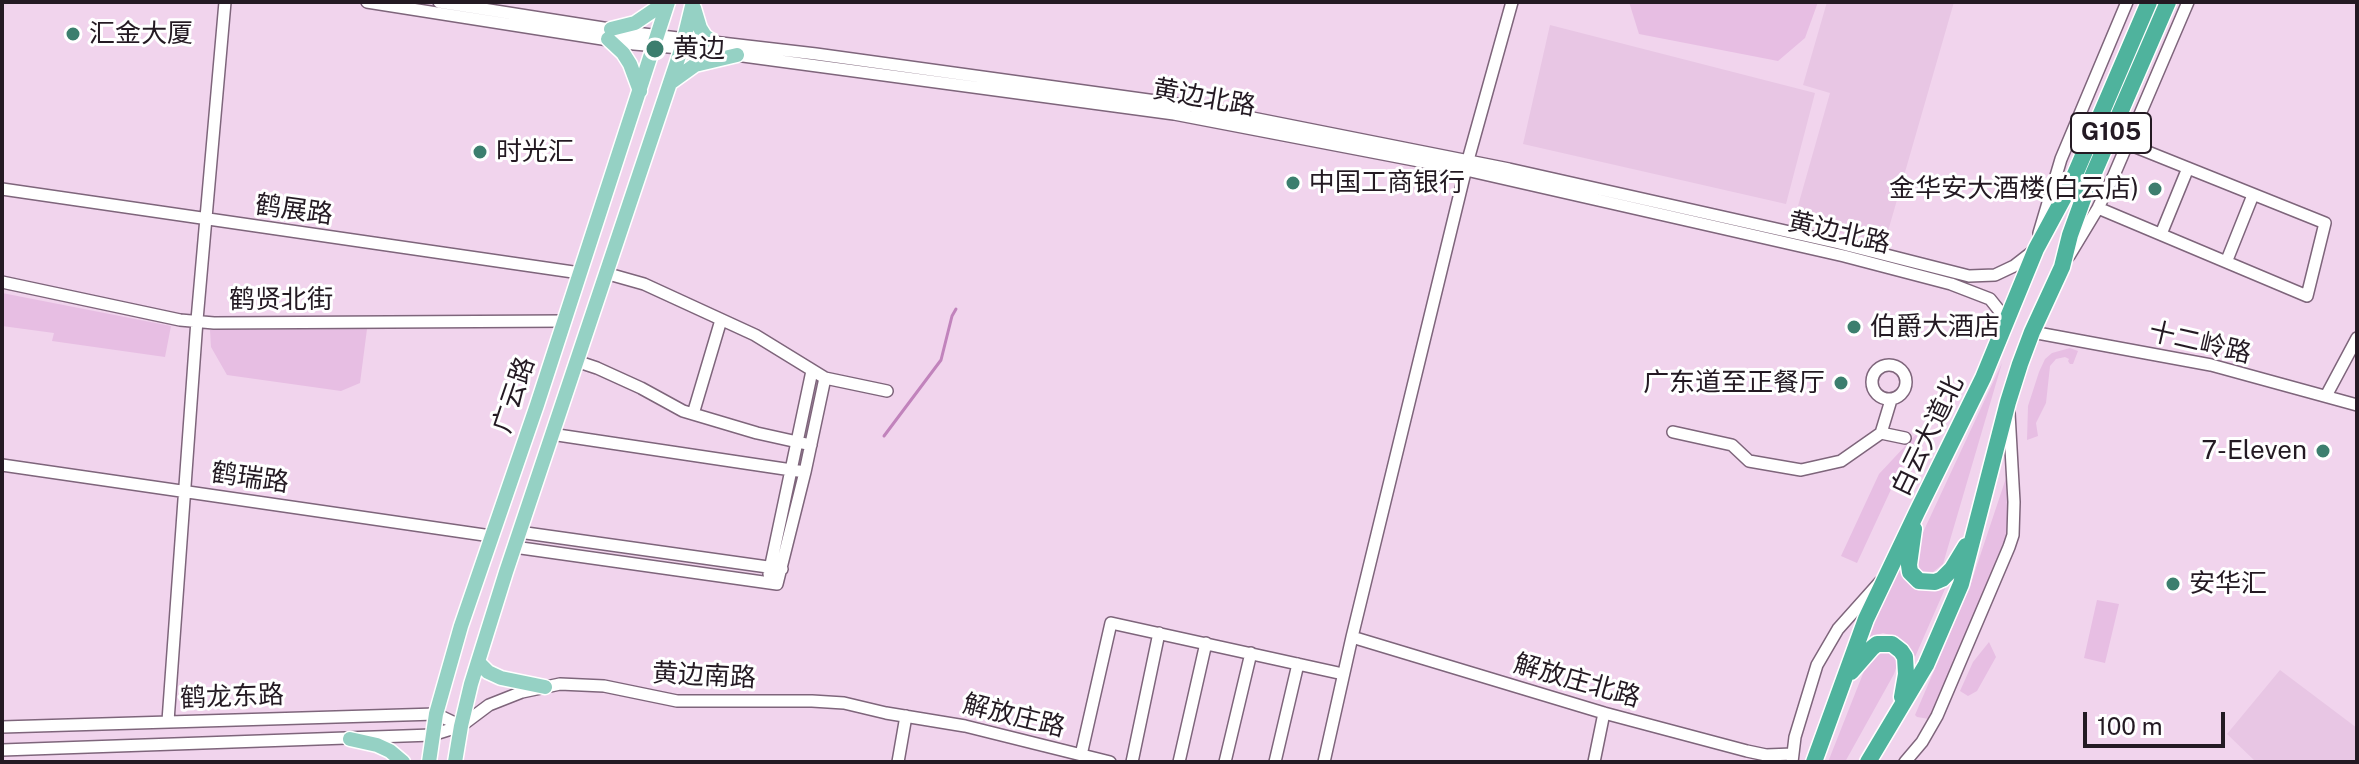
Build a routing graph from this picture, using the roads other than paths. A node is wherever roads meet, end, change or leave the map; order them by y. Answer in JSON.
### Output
{"nodes":[{"id":1,"x":225,"y":2,"type":"edge"},
{"id":2,"x":367,"y":2,"type":"edge"},
{"id":3,"x":439,"y":2,"type":"edge"},
{"id":4,"x":667,"y":2,"type":"edge"},
{"id":5,"x":693,"y":2,"type":"edge"},
{"id":6,"x":1512,"y":2,"type":"edge"},
{"id":7,"x":2127,"y":2,"type":"edge"},
{"id":8,"x":2149,"y":2,"type":"edge"},
{"id":9,"x":2168,"y":2,"type":"edge"},
{"id":10,"x":2188,"y":2,"type":"edge"},
{"id":11,"x":610,"y":34,"type":"junction"},
{"id":12,"x":657,"y":40,"type":"junction"},
{"id":13,"x":712,"y":41,"type":"junction"},
{"id":14,"x":684,"y":42,"type":"junction"},
{"id":15,"x":737,"y":55,"type":"junction"},
{"id":16,"x":670,"y":83,"type":"junction"},
{"id":17,"x":640,"y":91,"type":"junction"},
{"id":18,"x":629,"y":124,"type":"junction"},
{"id":19,"x":653,"y":133,"type":"junction"},
{"id":20,"x":2128,"y":144,"type":"junction"},
{"id":21,"x":1467,"y":165,"type":"junction"},
{"id":22,"x":2188,"y":168,"type":"junction"},
{"id":23,"x":2,"y":189,"type":"edge"},
{"id":24,"x":2253,"y":195,"type":"junction"},
{"id":25,"x":2098,"y":208,"type":"junction"},
{"id":26,"x":207,"y":220,"type":"junction"},
{"id":27,"x":2161,"y":234,"type":"junction"},
{"id":28,"x":2036,"y":249,"type":"junction"},
{"id":29,"x":2227,"y":260,"type":"junction"},
{"id":30,"x":2062,"y":267,"type":"junction"},
{"id":31,"x":580,"y":273,"type":"junction"},
{"id":32,"x":605,"y":273,"type":"junction"},
{"id":33,"x":2,"y":282,"type":"edge"},
{"id":34,"x":197,"y":320,"type":"junction"},
{"id":35,"x":721,"y":320,"type":"junction"},
{"id":36,"x":565,"y":321,"type":"junction"},
{"id":37,"x":2006,"y":325,"type":"junction"},
{"id":38,"x":2032,"y":332,"type":"junction"},
{"id":39,"x":2357,"y":338,"type":"edge"},
{"id":40,"x":576,"y":361,"type":"junction"},
{"id":41,"x":812,"y":371,"type":"junction"},
{"id":42,"x":825,"y":378,"type":"junction"},
{"id":43,"x":887,"y":391,"type":"dead end"},
{"id":44,"x":2326,"y":396,"type":"junction"},
{"id":45,"x":1891,"y":400,"type":"dead end"},
{"id":46,"x":2008,"y":402,"type":"junction"},
{"id":47,"x":2357,"y":405,"type":"edge"},
{"id":48,"x":693,"y":414,"type":"junction"},
{"id":49,"x":1673,"y":432,"type":"dead end"},
{"id":50,"x":1881,"y":433,"type":"junction"},
{"id":51,"x":551,"y":434,"type":"junction"},
{"id":52,"x":1905,"y":438,"type":"dead end"},
{"id":53,"x":811,"y":445,"type":"junction"},
{"id":54,"x":2,"y":465,"type":"edge"},
{"id":55,"x":791,"y":470,"type":"junction"},
{"id":56,"x":805,"y":472,"type":"junction"},
{"id":57,"x":185,"y":491,"type":"junction"},
{"id":58,"x":1917,"y":512,"type":"junction"},
{"id":59,"x":1979,"y":519,"type":"junction"},
{"id":60,"x":519,"y":532,"type":"junction"},
{"id":61,"x":491,"y":536,"type":"junction"},
{"id":62,"x":514,"y":547,"type":"junction"},
{"id":63,"x":776,"y":568,"type":"junction"},
{"id":64,"x":480,"y":570,"type":"junction"},
{"id":65,"x":506,"y":572,"type":"junction"},
{"id":66,"x":1886,"y":575,"type":"junction"},
{"id":67,"x":1159,"y":633,"type":"junction"},
{"id":68,"x":1352,"y":637,"type":"junction"},
{"id":69,"x":1206,"y":643,"type":"junction"},
{"id":70,"x":1251,"y":653,"type":"junction"},
{"id":71,"x":478,"y":662,"type":"junction"},
{"id":72,"x":1298,"y":664,"type":"junction"},
{"id":73,"x":1343,"y":674,"type":"junction"},
{"id":74,"x":545,"y":687,"type":"junction"},
{"id":75,"x":1840,"y":687,"type":"junction"},
{"id":76,"x":1899,"y":710,"type":"junction"},
{"id":77,"x":1604,"y":713,"type":"junction"},
{"id":78,"x":436,"y":714,"type":"junction"},
{"id":79,"x":351,"y":716,"type":"junction"},
{"id":80,"x":906,"y":716,"type":"junction"},
{"id":81,"x":168,"y":721,"type":"junction"},
{"id":82,"x":461,"y":726,"type":"junction"},
{"id":83,"x":2,"y":727,"type":"edge"},
{"id":84,"x":432,"y":735,"type":"junction"},
{"id":85,"x":350,"y":739,"type":"junction"},
{"id":86,"x":2,"y":750,"type":"edge"},
{"id":87,"x":1081,"y":755,"type":"junction"},
{"id":88,"x":1792,"y":758,"type":"edge"},
{"id":89,"x":403,"y":762,"type":"edge"},
{"id":90,"x":429,"y":762,"type":"edge"},
{"id":91,"x":455,"y":762,"type":"edge"},
{"id":92,"x":898,"y":762,"type":"edge"},
{"id":93,"x":1110,"y":762,"type":"edge"},
{"id":94,"x":1132,"y":762,"type":"edge"},
{"id":95,"x":1179,"y":762,"type":"edge"},
{"id":96,"x":1225,"y":762,"type":"edge"},
{"id":97,"x":1275,"y":762,"type":"edge"},
{"id":98,"x":1324,"y":762,"type":"edge"},
{"id":99,"x":1594,"y":762,"type":"edge"},
{"id":100,"x":1814,"y":762,"type":"edge"},
{"id":101,"x":1868,"y":762,"type":"edge"},
{"id":102,"x":1905,"y":762,"type":"edge"}],
"edges":[{"from":1,"to":26,"type":"street"},
{"from":2,"to":11,"type":"street","name":"黄边北路"},
{"from":3,"to":11,"type":"street","name":"黄边北路"},
{"from":4,"to":11,"type":"main road"},
{"from":4,"to":12,"type":"main road","name":"广云路"},
{"from":5,"to":13,"type":"main road"},
{"from":5,"to":14,"type":"main road","name":"广云路"},
{"from":6,"to":21,"type":"street"},
{"from":7,"to":28,"type":"street"},
{"from":8,"to":28,"type":"highway","name":"白云大道北","number":"G105"},
{"from":9,"to":30,"type":"highway","number":"G105"},
{"from":10,"to":20,"type":"street"},
{"from":11,"to":12,"type":"street","name":"黄边北路"},
{"from":11,"to":17,"type":"main road"},
{"from":12,"to":14,"type":"street","name":"黄边北路"},
{"from":12,"to":17,"type":"main road","name":"广云路"},
{"from":13,"to":14,"type":"street","name":"黄边北路"},
{"from":13,"to":21,"type":"street","name":"黄边北路"},
{"from":14,"to":15,"type":"street","name":"黄边北路"},
{"from":14,"to":16,"type":"main road","name":"广云路"},
{"from":15,"to":16,"type":"main road"},
{"from":15,"to":21,"type":"street","name":"黄边北路"},
{"from":16,"to":19,"type":"main road","name":"广云路"},
{"from":17,"to":18,"type":"main road","name":"广云路"},
{"from":18,"to":19,"type":"main road"},
{"from":18,"to":31,"type":"main road","name":"广云路"},
{"from":19,"to":32,"type":"main road","name":"广云路"},
{"from":20,"to":22,"type":"street"},
{"from":20,"to":25,"type":"street"},
{"from":21,"to":28,"type":"street","name":"黄边北路"},
{"from":21,"to":37,"type":"street","name":"黄边北路"},
{"from":21,"to":68,"type":"street"},
{"from":22,"to":24,"type":"street"},
{"from":22,"to":27,"type":"street"},
{"from":23,"to":26,"type":"street","name":"鹤展路"},
{"from":24,"to":29,"type":"street"},
{"from":24,"to":29,"type":"street"},
{"from":25,"to":27,"type":"street"},
{"from":25,"to":30,"type":"street"},
{"from":26,"to":31,"type":"street","name":"鹤展路"},
{"from":26,"to":34,"type":"street"},
{"from":27,"to":29,"type":"street"},
{"from":28,"to":37,"type":"highway","name":"白云大道北","number":"G105"},
{"from":30,"to":38,"type":"highway","number":"G105"},
{"from":31,"to":36,"type":"main road","name":"广云路"},
{"from":32,"to":35,"type":"street"},
{"from":32,"to":40,"type":"main road","name":"广云路"},
{"from":33,"to":34,"type":"street","name":"鹤贤北街"},
{"from":34,"to":36,"type":"street","name":"鹤贤北街"},
{"from":34,"to":57,"type":"street"},
{"from":35,"to":41,"type":"street"},
{"from":35,"to":48,"type":"street"},
{"from":36,"to":61,"type":"main road","name":"广云路"},
{"from":37,"to":58,"type":"highway","name":"白云大道北","number":"G105"},
{"from":38,"to":44,"type":"street","name":"十二岭路"},
{"from":38,"to":46,"type":"highway","number":"G105"},
{"from":39,"to":44,"type":"street"},
{"from":40,"to":48,"type":"street"},
{"from":40,"to":51,"type":"main road","name":"广云路"},
{"from":41,"to":42,"type":"street"},
{"from":41,"to":55,"type":"street"},
{"from":42,"to":43,"type":"street"},
{"from":42,"to":53,"type":"street"},
{"from":44,"to":47,"type":"street","name":"十二岭路"},
{"from":45,"to":50,"type":"street"},
{"from":46,"to":59,"type":"highway","number":"G105"},
{"from":46,"to":102,"type":"street"},
{"from":48,"to":53,"type":"street"},
{"from":49,"to":50,"type":"street"},
{"from":50,"to":52,"type":"street"},
{"from":51,"to":55,"type":"street"},
{"from":51,"to":60,"type":"main road","name":"广云路"},
{"from":53,"to":56,"type":"street"},
{"from":54,"to":57,"type":"street","name":"鹤瑞路"},
{"from":55,"to":56,"type":"street"},
{"from":55,"to":63,"type":"street"},
{"from":56,"to":63,"type":"street"},
{"from":57,"to":61,"type":"street","name":"鹤瑞路"},
{"from":57,"to":81,"type":"street"},
{"from":58,"to":59,"type":"highway"},
{"from":58,"to":66,"type":"highway","name":"白云大道北","number":"G105"},
{"from":59,"to":76,"type":"highway","number":"G105"},
{"from":60,"to":62,"type":"main road","name":"广云路"},
{"from":60,"to":63,"type":"street"},
{"from":61,"to":64,"type":"main road","name":"广云路"},
{"from":62,"to":63,"type":"street"},
{"from":62,"to":65,"type":"main road","name":"广云路"},
{"from":64,"to":65,"type":"main road"},
{"from":64,"to":78,"type":"main road","name":"广云路"},
{"from":65,"to":71,"type":"main road","name":"广云路"},
{"from":66,"to":75,"type":"highway","name":"白云大道北","number":"G105"},
{"from":66,"to":88,"type":"street"},
{"from":67,"to":69,"type":"street"},
{"from":67,"to":87,"type":"street"},
{"from":67,"to":94,"type":"street"},
{"from":68,"to":73,"type":"street"},
{"from":68,"to":77,"type":"street","name":"解放庄北路"},
{"from":69,"to":70,"type":"street"},
{"from":69,"to":95,"type":"street"},
{"from":70,"to":72,"type":"street"},
{"from":70,"to":96,"type":"street"},
{"from":71,"to":74,"type":"main road"},
{"from":71,"to":82,"type":"main road","name":"广云路"},
{"from":72,"to":73,"type":"street"},
{"from":72,"to":97,"type":"street"},
{"from":73,"to":98,"type":"street"},
{"from":74,"to":80,"type":"street","name":"黄边南路"},
{"from":74,"to":82,"type":"street","name":"黄边南路"},
{"from":75,"to":76,"type":"highway"},
{"from":75,"to":100,"type":"highway","name":"白云大道北","number":"G105"},
{"from":76,"to":101,"type":"highway","number":"G105"},
{"from":77,"to":88,"type":"street","name":"解放庄北路"},
{"from":77,"to":99,"type":"street"},
{"from":78,"to":79,"type":"street","name":"鹤龙东路"},
{"from":78,"to":82,"type":"street","name":"鹤龙东路"},
{"from":78,"to":84,"type":"main road","name":"广云路"},
{"from":79,"to":81,"type":"street","name":"鹤龙东路"},
{"from":79,"to":85,"type":"street"},
{"from":80,"to":87,"type":"street","name":"解放庄路"},
{"from":80,"to":92,"type":"street"},
{"from":81,"to":83,"type":"street","name":"鹤龙东路"},
{"from":82,"to":84,"type":"street","name":"黄边南路"},
{"from":82,"to":91,"type":"main road","name":"广云路"},
{"from":84,"to":85,"type":"street","name":"鹤龙东路"},
{"from":84,"to":90,"type":"main road","name":"广云路"},
{"from":85,"to":86,"type":"street","name":"鹤龙东路"},
{"from":85,"to":89,"type":"main road"},
{"from":87,"to":93,"type":"street","name":"解放庄路"}]}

•••••

Exercise requirements ▸ Using the records above, report each line with the string "number".

Expected output ▸
{"from":8,"to":28,"type":"highway","name":"白云大道北","number":"G105"},
{"from":9,"to":30,"type":"highway","number":"G105"},
{"from":28,"to":37,"type":"highway","name":"白云大道北","number":"G105"},
{"from":30,"to":38,"type":"highway","number":"G105"},
{"from":37,"to":58,"type":"highway","name":"白云大道北","number":"G105"},
{"from":38,"to":46,"type":"highway","number":"G105"},
{"from":46,"to":59,"type":"highway","number":"G105"},
{"from":58,"to":66,"type":"highway","name":"白云大道北","number":"G105"},
{"from":59,"to":76,"type":"highway","number":"G105"},
{"from":66,"to":75,"type":"highway","name":"白云大道北","number":"G105"},
{"from":75,"to":100,"type":"highway","name":"白云大道北","number":"G105"},
{"from":76,"to":101,"type":"highway","number":"G105"},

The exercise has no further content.